Your goal:
The answer must consist of each line below that contains the string "true".

----- Dataset

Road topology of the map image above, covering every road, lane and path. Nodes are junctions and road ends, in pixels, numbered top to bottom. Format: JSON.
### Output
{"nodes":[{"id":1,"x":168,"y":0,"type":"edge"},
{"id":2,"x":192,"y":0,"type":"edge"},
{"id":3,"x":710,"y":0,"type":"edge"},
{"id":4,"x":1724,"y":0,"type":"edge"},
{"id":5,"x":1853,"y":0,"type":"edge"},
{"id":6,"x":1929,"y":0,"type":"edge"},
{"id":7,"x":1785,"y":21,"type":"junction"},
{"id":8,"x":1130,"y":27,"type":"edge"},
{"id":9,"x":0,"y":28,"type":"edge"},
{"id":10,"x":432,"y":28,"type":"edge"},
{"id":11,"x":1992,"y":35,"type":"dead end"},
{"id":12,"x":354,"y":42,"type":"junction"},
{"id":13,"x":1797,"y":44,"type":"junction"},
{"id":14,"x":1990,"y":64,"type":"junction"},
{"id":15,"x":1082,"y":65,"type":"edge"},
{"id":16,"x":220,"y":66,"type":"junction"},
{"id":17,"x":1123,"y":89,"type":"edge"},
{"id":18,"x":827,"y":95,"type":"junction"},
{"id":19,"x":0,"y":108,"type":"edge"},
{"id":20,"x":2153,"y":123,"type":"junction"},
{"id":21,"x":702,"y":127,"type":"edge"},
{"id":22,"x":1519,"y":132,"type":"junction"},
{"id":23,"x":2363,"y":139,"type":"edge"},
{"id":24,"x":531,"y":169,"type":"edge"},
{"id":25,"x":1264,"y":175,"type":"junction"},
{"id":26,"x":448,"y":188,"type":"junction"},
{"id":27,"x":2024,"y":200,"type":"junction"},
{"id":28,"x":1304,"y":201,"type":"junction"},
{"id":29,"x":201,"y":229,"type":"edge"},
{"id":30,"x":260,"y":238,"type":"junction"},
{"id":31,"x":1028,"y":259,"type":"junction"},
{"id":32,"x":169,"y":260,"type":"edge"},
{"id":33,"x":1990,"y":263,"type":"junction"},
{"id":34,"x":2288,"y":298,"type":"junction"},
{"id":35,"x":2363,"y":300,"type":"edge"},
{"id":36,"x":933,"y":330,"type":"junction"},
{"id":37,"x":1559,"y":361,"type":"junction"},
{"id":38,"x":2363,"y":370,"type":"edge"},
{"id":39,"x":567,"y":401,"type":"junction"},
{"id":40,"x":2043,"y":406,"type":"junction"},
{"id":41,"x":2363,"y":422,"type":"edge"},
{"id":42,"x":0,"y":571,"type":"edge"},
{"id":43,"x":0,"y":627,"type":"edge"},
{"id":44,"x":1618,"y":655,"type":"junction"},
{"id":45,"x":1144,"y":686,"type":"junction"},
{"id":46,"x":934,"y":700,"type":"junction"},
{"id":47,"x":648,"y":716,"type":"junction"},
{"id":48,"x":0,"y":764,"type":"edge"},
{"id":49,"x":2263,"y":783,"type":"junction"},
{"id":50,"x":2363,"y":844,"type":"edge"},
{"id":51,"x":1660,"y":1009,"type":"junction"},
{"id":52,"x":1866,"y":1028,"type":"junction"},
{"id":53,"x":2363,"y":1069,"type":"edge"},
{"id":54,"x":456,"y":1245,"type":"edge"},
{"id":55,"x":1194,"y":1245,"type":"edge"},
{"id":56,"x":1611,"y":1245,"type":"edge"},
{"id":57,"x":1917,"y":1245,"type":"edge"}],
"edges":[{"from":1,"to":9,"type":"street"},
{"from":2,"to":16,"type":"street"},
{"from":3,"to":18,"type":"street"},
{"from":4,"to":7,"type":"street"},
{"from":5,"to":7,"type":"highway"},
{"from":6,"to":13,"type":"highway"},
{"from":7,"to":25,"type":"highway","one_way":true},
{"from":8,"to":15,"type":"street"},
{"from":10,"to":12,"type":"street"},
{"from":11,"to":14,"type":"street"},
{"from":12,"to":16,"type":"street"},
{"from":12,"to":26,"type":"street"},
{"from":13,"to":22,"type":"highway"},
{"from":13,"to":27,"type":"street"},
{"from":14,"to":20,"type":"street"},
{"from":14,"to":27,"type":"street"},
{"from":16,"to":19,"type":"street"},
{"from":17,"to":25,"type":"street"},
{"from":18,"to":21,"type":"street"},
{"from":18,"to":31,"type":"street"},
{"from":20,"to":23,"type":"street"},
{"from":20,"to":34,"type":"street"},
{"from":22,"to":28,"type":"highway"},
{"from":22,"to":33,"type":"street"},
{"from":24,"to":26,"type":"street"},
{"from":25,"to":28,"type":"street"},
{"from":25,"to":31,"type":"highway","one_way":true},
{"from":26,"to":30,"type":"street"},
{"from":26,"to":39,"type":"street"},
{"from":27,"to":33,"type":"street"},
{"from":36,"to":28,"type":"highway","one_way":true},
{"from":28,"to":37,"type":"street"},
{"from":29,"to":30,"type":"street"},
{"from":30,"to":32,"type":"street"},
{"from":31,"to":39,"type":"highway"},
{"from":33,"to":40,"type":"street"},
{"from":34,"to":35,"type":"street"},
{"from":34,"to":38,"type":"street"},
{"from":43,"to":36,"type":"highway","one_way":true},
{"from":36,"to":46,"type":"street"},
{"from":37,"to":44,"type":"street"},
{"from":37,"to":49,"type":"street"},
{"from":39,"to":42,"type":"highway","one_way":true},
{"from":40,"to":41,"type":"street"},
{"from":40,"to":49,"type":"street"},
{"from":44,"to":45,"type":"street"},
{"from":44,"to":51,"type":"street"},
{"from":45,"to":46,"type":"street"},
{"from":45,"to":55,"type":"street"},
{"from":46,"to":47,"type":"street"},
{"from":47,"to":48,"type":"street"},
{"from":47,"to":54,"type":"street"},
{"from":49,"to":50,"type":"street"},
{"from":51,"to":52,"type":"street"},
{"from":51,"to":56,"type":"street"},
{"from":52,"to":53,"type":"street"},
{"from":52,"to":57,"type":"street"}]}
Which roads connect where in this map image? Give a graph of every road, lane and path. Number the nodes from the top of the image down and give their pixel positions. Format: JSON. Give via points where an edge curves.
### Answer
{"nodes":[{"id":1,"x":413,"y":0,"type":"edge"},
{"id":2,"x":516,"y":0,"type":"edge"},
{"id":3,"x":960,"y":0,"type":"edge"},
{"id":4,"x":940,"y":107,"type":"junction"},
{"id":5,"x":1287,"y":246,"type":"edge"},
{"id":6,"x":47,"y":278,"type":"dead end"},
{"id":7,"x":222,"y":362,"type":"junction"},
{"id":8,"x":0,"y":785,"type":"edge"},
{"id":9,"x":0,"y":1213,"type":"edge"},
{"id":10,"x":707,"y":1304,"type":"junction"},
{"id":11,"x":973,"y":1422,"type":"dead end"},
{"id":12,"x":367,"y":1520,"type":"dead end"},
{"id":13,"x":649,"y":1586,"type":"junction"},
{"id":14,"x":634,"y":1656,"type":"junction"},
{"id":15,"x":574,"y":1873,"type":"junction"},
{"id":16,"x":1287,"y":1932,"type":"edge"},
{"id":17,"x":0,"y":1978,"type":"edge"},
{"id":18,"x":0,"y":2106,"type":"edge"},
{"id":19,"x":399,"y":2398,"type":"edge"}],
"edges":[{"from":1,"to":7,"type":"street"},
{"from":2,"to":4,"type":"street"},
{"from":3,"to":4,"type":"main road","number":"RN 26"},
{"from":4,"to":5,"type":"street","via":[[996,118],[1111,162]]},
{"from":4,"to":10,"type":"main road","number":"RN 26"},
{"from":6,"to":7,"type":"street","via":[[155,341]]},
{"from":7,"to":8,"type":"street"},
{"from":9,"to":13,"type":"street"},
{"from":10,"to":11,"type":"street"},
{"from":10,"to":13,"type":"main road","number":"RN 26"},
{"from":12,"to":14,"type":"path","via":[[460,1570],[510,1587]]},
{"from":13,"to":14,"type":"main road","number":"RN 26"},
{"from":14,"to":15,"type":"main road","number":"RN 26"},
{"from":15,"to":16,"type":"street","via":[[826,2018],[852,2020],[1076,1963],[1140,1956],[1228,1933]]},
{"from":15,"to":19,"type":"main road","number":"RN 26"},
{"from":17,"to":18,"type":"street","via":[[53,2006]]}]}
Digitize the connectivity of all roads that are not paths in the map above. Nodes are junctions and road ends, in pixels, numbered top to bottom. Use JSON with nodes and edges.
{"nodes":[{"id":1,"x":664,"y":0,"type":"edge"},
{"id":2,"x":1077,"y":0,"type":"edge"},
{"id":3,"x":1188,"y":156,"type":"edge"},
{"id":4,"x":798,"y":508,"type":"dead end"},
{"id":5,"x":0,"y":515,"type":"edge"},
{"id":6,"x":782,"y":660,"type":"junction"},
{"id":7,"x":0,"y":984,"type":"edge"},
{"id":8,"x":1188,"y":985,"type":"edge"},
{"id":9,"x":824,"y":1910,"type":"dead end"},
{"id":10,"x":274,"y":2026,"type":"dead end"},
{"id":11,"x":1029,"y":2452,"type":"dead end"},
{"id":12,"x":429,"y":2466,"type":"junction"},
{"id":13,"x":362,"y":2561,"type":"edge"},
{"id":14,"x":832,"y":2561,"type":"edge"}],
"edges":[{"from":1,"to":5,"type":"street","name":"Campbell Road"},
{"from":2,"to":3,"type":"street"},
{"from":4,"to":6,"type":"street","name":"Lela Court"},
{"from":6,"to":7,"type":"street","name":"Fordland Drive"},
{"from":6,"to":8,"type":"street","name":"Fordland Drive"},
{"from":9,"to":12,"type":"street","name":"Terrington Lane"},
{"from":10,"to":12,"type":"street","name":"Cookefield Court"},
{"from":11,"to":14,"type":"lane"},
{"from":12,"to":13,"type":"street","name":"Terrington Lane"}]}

----------

Output below:
{"from":7,"to":25,"type":"highway","one_way":true},
{"from":25,"to":31,"type":"highway","one_way":true},
{"from":36,"to":28,"type":"highway","one_way":true},
{"from":43,"to":36,"type":"highway","one_way":true},
{"from":39,"to":42,"type":"highway","one_way":true},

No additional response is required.